I’m trying to choose a prior distribution for a continuous latent variable that needs to be greater than 1. Since there don’t seem to be many good distributions with this characteristic, I was wondering how incorrect it would be if I just picked a distribution whose support starts at 0 (e.g., Exponential, Gamma, HalfNormal) and then just add +1 after the distribution within the pyro.sample statement? I’m afraid this might mess up the log_prob calculations when doing optimization though.

Is it valid to do this, or do I need to figure out another method (maybe a transformed distribution)? I know that adding a constant value doesn’t affect derivatives/gradients but I’m afraid of a log_prob getting messed up somehow in the Pyro internals when it’s doing traces/putting together the ELBO/etc.

Btw, for context, I’m trying to put a prior on the alpha in the Beta(1, alpha) of a Dirichlet process/GEM. But if I sample a very small alpha value (e.g., ~0.10) from its prior (e.g., Exponential(1)), then the Beta will often output a value of 1.0… so in the stick-breaking process, it eats up all my stick and breaks the algorithm.

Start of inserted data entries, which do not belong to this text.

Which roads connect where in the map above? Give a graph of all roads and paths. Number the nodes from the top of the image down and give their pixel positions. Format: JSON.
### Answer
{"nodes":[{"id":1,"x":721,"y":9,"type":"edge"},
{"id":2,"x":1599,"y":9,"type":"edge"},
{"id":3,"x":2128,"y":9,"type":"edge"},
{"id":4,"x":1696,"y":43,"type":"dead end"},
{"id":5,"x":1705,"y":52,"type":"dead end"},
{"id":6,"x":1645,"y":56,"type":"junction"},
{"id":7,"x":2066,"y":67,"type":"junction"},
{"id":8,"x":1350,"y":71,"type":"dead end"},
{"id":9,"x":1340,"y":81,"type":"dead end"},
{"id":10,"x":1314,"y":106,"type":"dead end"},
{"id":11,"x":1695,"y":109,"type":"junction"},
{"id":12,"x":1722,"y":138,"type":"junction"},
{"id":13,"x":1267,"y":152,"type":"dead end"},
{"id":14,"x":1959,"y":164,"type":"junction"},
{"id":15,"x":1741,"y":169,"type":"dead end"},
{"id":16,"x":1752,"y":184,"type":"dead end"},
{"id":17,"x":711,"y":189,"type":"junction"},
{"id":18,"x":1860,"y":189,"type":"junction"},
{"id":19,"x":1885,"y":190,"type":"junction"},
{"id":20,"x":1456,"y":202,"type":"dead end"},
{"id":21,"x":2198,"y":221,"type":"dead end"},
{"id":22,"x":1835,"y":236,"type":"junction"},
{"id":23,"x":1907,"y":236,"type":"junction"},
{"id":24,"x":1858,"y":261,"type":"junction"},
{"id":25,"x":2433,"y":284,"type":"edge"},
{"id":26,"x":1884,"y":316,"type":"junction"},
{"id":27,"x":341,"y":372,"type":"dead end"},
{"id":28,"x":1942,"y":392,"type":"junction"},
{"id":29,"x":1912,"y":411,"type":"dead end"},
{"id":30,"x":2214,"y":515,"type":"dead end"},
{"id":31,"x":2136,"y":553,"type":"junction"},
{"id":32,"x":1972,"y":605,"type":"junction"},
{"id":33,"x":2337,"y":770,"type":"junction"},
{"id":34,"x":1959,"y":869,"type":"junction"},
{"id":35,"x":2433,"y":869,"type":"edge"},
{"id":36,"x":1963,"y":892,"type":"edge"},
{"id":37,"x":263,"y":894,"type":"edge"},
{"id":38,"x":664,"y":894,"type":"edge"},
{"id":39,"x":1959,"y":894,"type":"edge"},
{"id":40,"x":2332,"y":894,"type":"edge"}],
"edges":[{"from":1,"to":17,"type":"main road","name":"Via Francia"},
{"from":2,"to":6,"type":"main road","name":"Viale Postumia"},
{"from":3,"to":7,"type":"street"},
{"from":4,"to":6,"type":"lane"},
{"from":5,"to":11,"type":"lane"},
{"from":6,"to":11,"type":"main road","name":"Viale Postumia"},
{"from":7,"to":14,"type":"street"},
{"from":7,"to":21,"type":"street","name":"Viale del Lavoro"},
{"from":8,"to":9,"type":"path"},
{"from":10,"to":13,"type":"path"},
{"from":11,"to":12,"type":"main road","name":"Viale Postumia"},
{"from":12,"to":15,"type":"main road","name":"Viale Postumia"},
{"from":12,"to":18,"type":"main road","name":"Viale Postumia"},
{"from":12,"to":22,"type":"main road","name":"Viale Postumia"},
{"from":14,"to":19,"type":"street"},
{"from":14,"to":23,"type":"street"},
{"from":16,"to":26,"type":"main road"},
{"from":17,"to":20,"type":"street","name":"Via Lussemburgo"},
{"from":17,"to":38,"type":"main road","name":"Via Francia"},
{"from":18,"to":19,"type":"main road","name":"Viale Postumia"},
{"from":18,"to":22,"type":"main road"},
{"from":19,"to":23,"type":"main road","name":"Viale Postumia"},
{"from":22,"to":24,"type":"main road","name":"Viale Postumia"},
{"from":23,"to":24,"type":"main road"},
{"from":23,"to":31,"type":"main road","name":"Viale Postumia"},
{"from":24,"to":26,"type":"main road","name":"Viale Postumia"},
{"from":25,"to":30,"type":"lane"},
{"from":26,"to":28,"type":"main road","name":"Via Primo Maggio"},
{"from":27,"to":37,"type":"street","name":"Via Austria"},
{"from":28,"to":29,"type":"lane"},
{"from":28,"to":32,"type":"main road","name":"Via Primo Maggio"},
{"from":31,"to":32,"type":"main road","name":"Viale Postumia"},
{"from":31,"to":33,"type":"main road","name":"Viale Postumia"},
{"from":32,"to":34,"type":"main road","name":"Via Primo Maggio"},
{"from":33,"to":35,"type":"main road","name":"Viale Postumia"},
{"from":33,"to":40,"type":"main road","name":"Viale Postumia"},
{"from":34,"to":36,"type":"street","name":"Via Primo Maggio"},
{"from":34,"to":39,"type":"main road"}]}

chvandorp · October 7, 2022, 1:52pm

Hi @student_12,

I think it’s perfectly fine to add constants to parameters. So what you would do is

import pyro.distributions as dist
import torch
import pyro

alpha_raw = pyro.sample("alpha_raw", dist.Exponential(torch.tensor(1.0)))
# now 'transform' alpha_raw, such that the support is (1, inf)
alpha = alpha_raw + 1
# or if you want to record alpha
alpha = pyro.deterministic("alpha", alpha_raw +  1)
# now use alpha in other sampling statements
p = pyro.sample("p", dist.Beta(torch.tensor(1.0), alpha)

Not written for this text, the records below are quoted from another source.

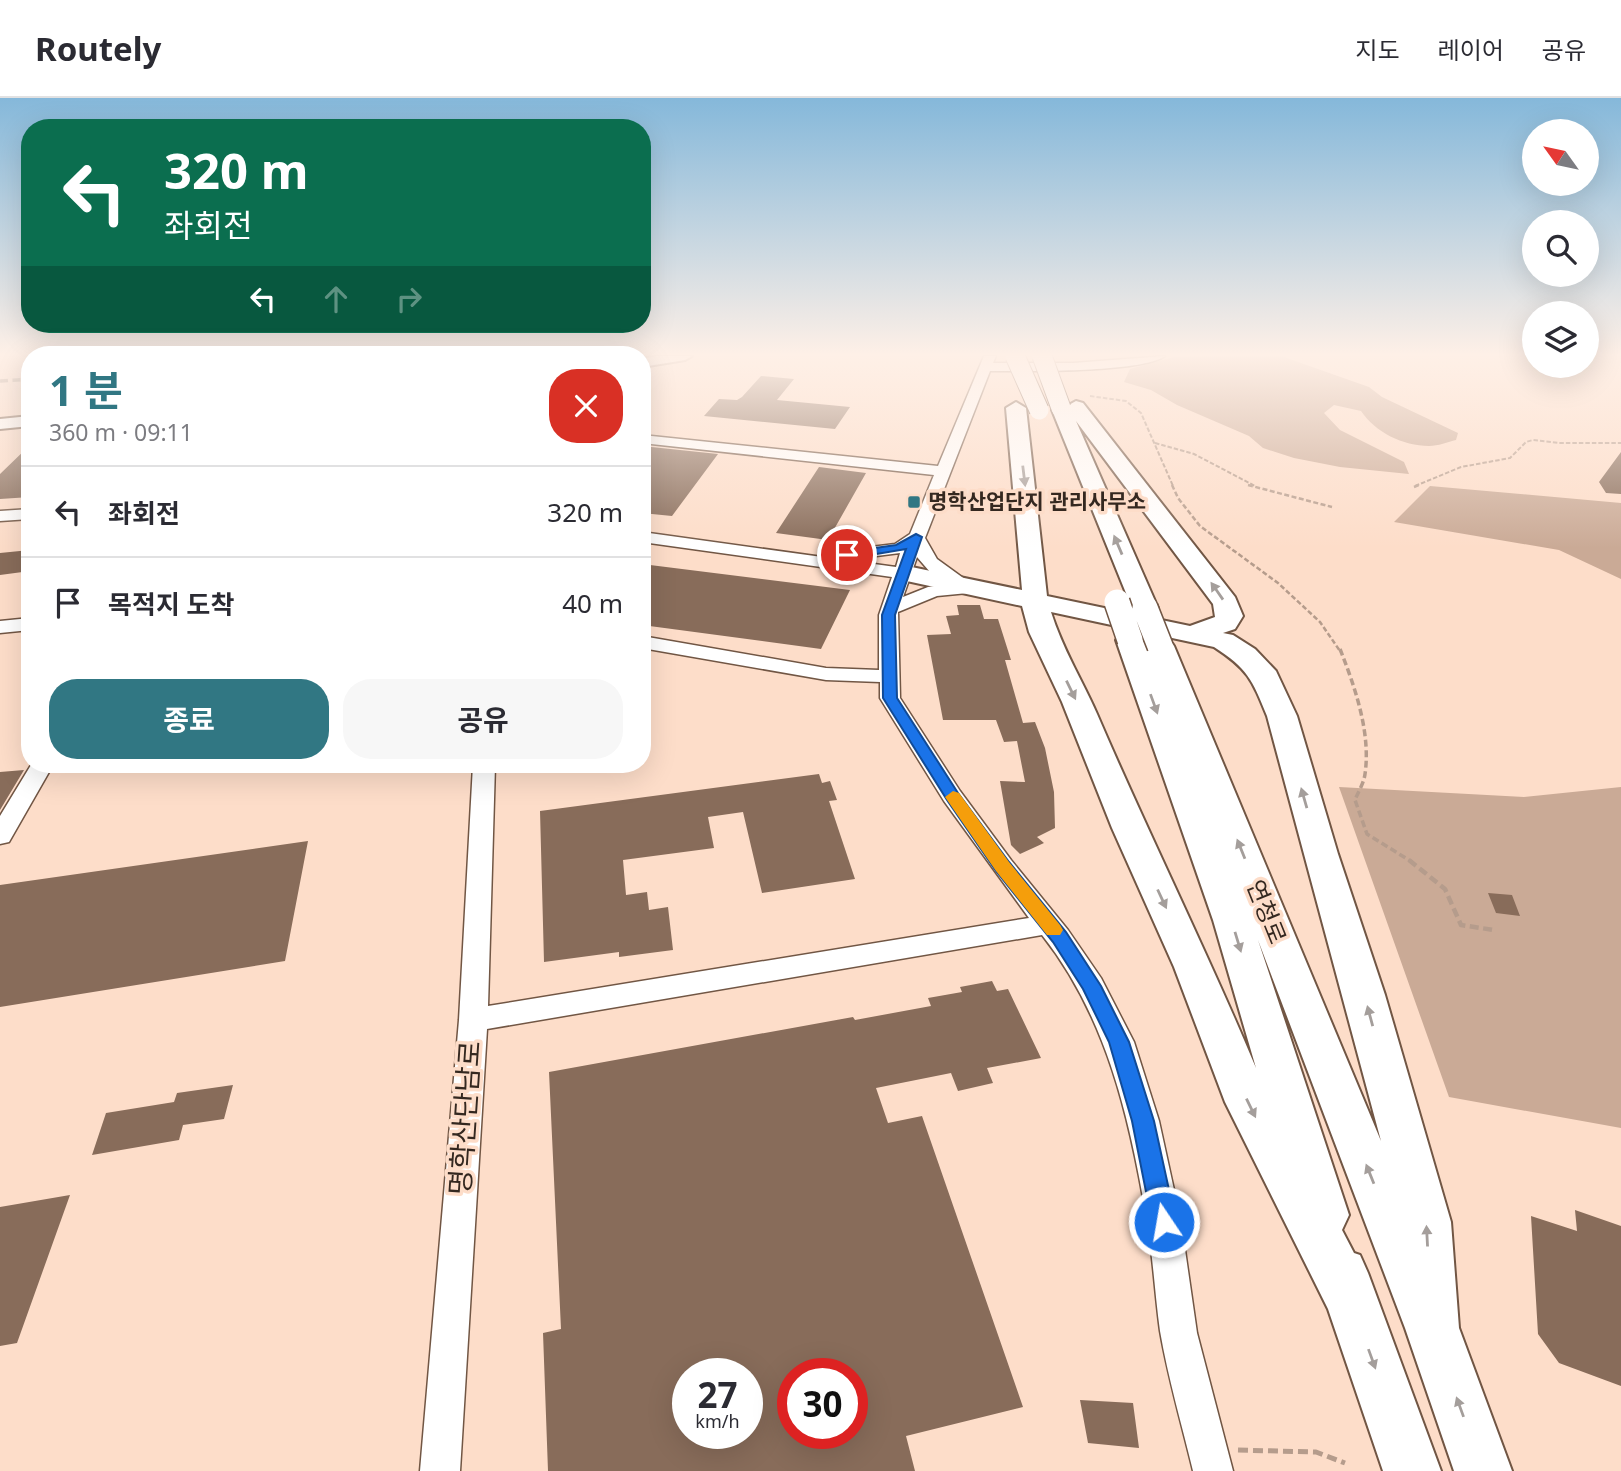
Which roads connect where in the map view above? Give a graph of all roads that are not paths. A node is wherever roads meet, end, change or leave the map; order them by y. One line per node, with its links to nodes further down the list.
1 (964, 420): 9 (street)
2 (1054, 420): 16 (highway, one-way to 16)
3 (1058, 420): 10 (highway)
4 (1062, 420): 24 (highway, 연청로, one-way to 4)
5 (1068, 420): 24 (highway, one-way to 5)
6 (21, 422): 7 (main road)
7 (0, 424)
8 (651, 440): 9 (street)
9 (943, 471): 13 (street)
10 (1065, 474)
11 (21, 515): 12 (street)
12 (0, 516)
13 (916, 537): 15 (street); 17 (street); 19 (street)
14 (651, 538): 15 (street)
15 (807, 560): 17 (street); 20 (street)
16 (1032, 562): 19 (highway); 21 (highway)
17 (902, 573): 19 (highway); 20 (street)
18 (1107, 576): 24 (highway, 연청로, bridge)
19 (968, 588): 20 (street); 21 (highway)
20 (891, 605): 26 (street)
21 (1038, 616): 24 (highway); 32 (highway, one-way to 32)
22 (21, 625): 23 (street)
23 (0, 627)
24 (1157, 632): 32 (highway, 연청로, one-way to 32); 33 (highway, 연청로, one-way to 24); 33 (highway, one-way to 24)
25 (651, 644): 26 (street)
26 (889, 676): 30 (street)
27 (37, 773): 29 (street)
28 (484, 773): 31 (street, 명학산단남로)
29 (0, 836)
30 (1049, 924): 31 (street); 34 (street)
31 (473, 1020): 35 (street, 명학산단남로)
32 (1349, 1295): 36 (highway, 연청로, one-way to 36)
33 (1432, 1328): 37 (highway, 연청로, one-way to 33)
34 (1210, 1460)
35 (440, 1471)
36 (1412, 1471)
37 (1483, 1471)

If you’re familiar with Stan, you might be thinking of situations like

parameters {
    real<lower=0> alpha_raw;
}
model {
    real alpha = log(alpha_raw); // non-linear transformation
    alpha ~ normal(0,1);
    // WARNING!!! defined prior for transformed  parameter! add log-jacobian to target
    target += -log(alpha_raw);
    // do something with alpha
}

However, for linear transformations (such as your case), this correction is not required.
I addition, you are defining a prior directly on the non-transformed parameter (alpha_raw), and so this Stan example would not even apply. I don’t think if it is even possible to define priors on transformed parameters in Pyro (please correct me if I’m wrong). How this helps!

chvandorp · October 7, 2022, 2:02pm

Correcting myself a bit: you can sample parameters from transformed distributions. Have a look at TransformedDistribution in the torch documentation.
This computes the log determinant of the Jacobian automatically. In your case I guess you could use an AffineTransform with loc=1 and scale=1.

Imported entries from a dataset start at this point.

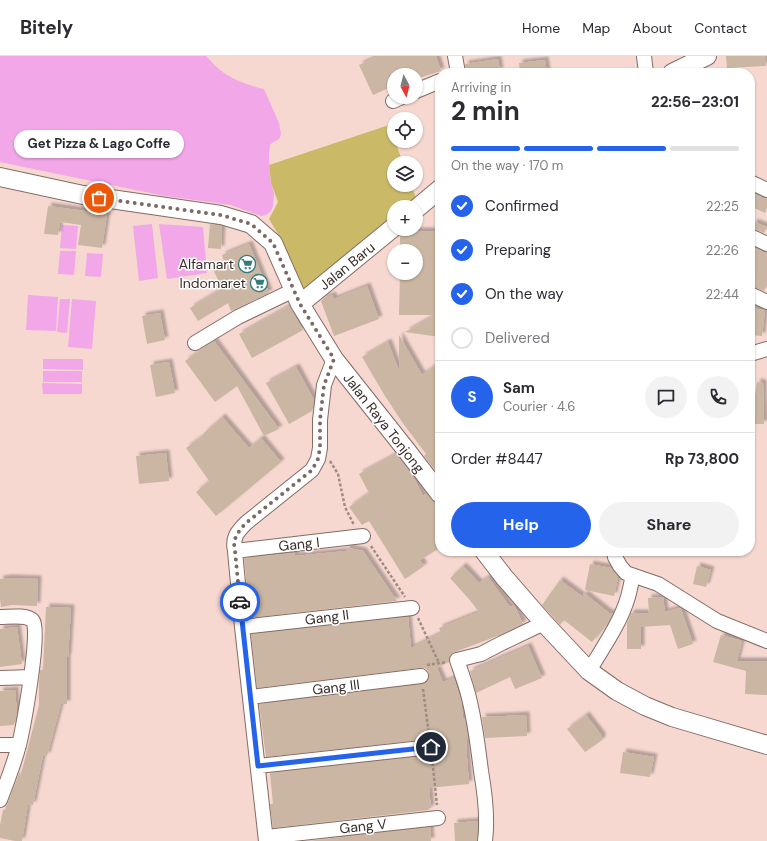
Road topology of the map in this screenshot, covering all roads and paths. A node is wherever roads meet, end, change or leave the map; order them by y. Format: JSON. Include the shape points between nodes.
{"nodes":[{"id":1,"x":455,"y":56,"type":"edge"},
{"id":2,"x":644,"y":56,"type":"edge"},
{"id":3,"x":707,"y":56,"type":"edge"},
{"id":4,"x":457,"y":68,"type":"edge"},
{"id":5,"x":645,"y":68,"type":"edge"},
{"id":6,"x":682,"y":68,"type":"edge"},
{"id":7,"x":435,"y":83,"type":"edge"},
{"id":8,"x":423,"y":88,"type":"edge"},
{"id":9,"x":0,"y":177,"type":"edge"},
{"id":10,"x":755,"y":184,"type":"edge"},
{"id":11,"x":767,"y":190,"type":"edge"},
{"id":12,"x":435,"y":193,"type":"edge"},
{"id":13,"x":423,"y":203,"type":"edge"},
{"id":14,"x":387,"y":232,"type":"edge"},
{"id":15,"x":755,"y":238,"type":"edge"},
{"id":16,"x":767,"y":244,"type":"edge"},
{"id":17,"x":755,"y":296,"type":"edge"},
{"id":18,"x":297,"y":297,"type":"junction"},
{"id":19,"x":767,"y":302,"type":"edge"},
{"id":20,"x":195,"y":343,"type":"dead end"},
{"id":21,"x":767,"y":349,"type":"edge"},
{"id":22,"x":755,"y":353,"type":"edge"},
{"id":23,"x":334,"y":359,"type":"junction"},
{"id":24,"x":320,"y":448,"type":"junction"},
{"id":25,"x":435,"y":487,"type":"edge"},
{"id":26,"x":363,"y":536,"type":"junction"},
{"id":27,"x":235,"y":551,"type":"junction"},
{"id":28,"x":488,"y":556,"type":"edge"},
{"id":29,"x":615,"y":556,"type":"edge"},
{"id":30,"x":633,"y":576,"type":"junction"},
{"id":31,"x":412,"y":608,"type":"junction"},
{"id":32,"x":0,"y":617,"type":"edge"},
{"id":33,"x":544,"y":623,"type":"junction"},
{"id":34,"x":242,"y":627,"type":"junction"},
{"id":35,"x":767,"y":641,"type":"edge"},
{"id":36,"x":457,"y":660,"type":"junction"},
{"id":37,"x":439,"y":663,"type":"junction"},
{"id":38,"x":589,"y":671,"type":"junction"},
{"id":39,"x":421,"y":676,"type":"joint"},
{"id":40,"x":31,"y":677,"type":"junction"},
{"id":41,"x":0,"y":678,"type":"edge"},
{"id":42,"x":250,"y":697,"type":"junction"},
{"id":43,"x":0,"y":745,"type":"edge"},
{"id":44,"x":19,"y":745,"type":"junction"},
{"id":45,"x":767,"y":745,"type":"edge"},
{"id":46,"x":431,"y":747,"type":"dead end"},
{"id":47,"x":258,"y":766,"type":"junction"},
{"id":48,"x":0,"y":800,"type":"edge"},
{"id":49,"x":438,"y":818,"type":"dead end"},
{"id":50,"x":266,"y":839,"type":"edge"},
{"id":51,"x":485,"y":841,"type":"edge"}],
"edges":[{"from":1,"to":4,"type":"street"},
{"from":2,"to":5,"type":"street"},
{"from":3,"to":6,"type":"main road"},
{"from":7,"to":8,"type":"street"},
{"from":9,"to":18,"type":"main road","name":"Jalan Raya Tonjong","via":[[83,195],[221,215],[251,224],[273,243]]},
{"from":10,"to":11,"type":"street"},
{"from":12,"to":13,"type":"main road"},
{"from":14,"to":18,"type":"main road","name":"Jalan Baru"},
{"from":15,"to":16,"type":"street"},
{"from":17,"to":19,"type":"street"},
{"from":18,"to":20,"type":"street","via":[[238,317]]},
{"from":18,"to":23,"type":"main road","name":"Jalan Raya Tonjong"},
{"from":21,"to":22,"type":"street"},
{"from":23,"to":24,"type":"street","via":[[325,381],[322,400]]},
{"from":23,"to":25,"type":"main road","name":"Jalan Raya Tonjong"},
{"from":24,"to":26,"type":"path","via":[[338,474],[344,507]]},
{"from":24,"to":27,"type":"street","via":[[312,470],[239,530],[235,538]]},
{"from":26,"to":27,"type":"street","name":"Gang I"},
{"from":26,"to":31,"type":"path"},
{"from":27,"to":34,"type":"street"},
{"from":28,"to":33,"type":"main road"},
{"from":29,"to":30,"type":"street","via":[[626,573]]},
{"from":30,"to":35,"type":"street","via":[[658,584],[717,621]]},
{"from":30,"to":38,"type":"street","via":[[622,613]]},
{"from":31,"to":34,"type":"street","name":"Gang II"},
{"from":31,"to":37,"type":"path"},
{"from":32,"to":40,"type":"street","via":[[29,618],[34,622]]},
{"from":33,"to":36,"type":"street","via":[[481,654]]},
{"from":33,"to":38,"type":"main road"},
{"from":34,"to":42,"type":"street"},
{"from":36,"to":37,"type":"path"},
{"from":36,"to":51,"type":"street","via":[[469,697],[476,734],[483,780],[487,828]]},
{"from":37,"to":39,"type":"path","via":[[422,666]]},
{"from":38,"to":45,"type":"main road","via":[[616,691],[645,706],[672,717]]},
{"from":39,"to":42,"type":"street","name":"Gang III"},
{"from":40,"to":41,"type":"street"},
{"from":40,"to":44,"type":"street"},
{"from":42,"to":47,"type":"street"},
{"from":43,"to":44,"type":"street"},
{"from":44,"to":48,"type":"street"},
{"from":46,"to":47,"type":"street"},
{"from":47,"to":50,"type":"street"},
{"from":49,"to":50,"type":"street","name":"Gang V"}]}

martinjankowiak · October 7, 2022, 4:47pm

yes @student_12 that is fine. you can freely mix deterministic pytorch operations and random variables coming out of sample statements. what you’re doing is not different in principle from taking a vector of beta coefficients governed by some multivariate normal distribution and multiplying that by covariates (X @ beta) to feed into some downstream likelihood

student_12 · October 7, 2022, 4:55pm

Great, thanks everyone!

I think I’ll go ahead and do the simple +1 addition for this situation. And then if I need to do a more complicated transformation in the future, I’ll use TransformedDistribution so I don’t have to worry about the log_det_jacobian piece.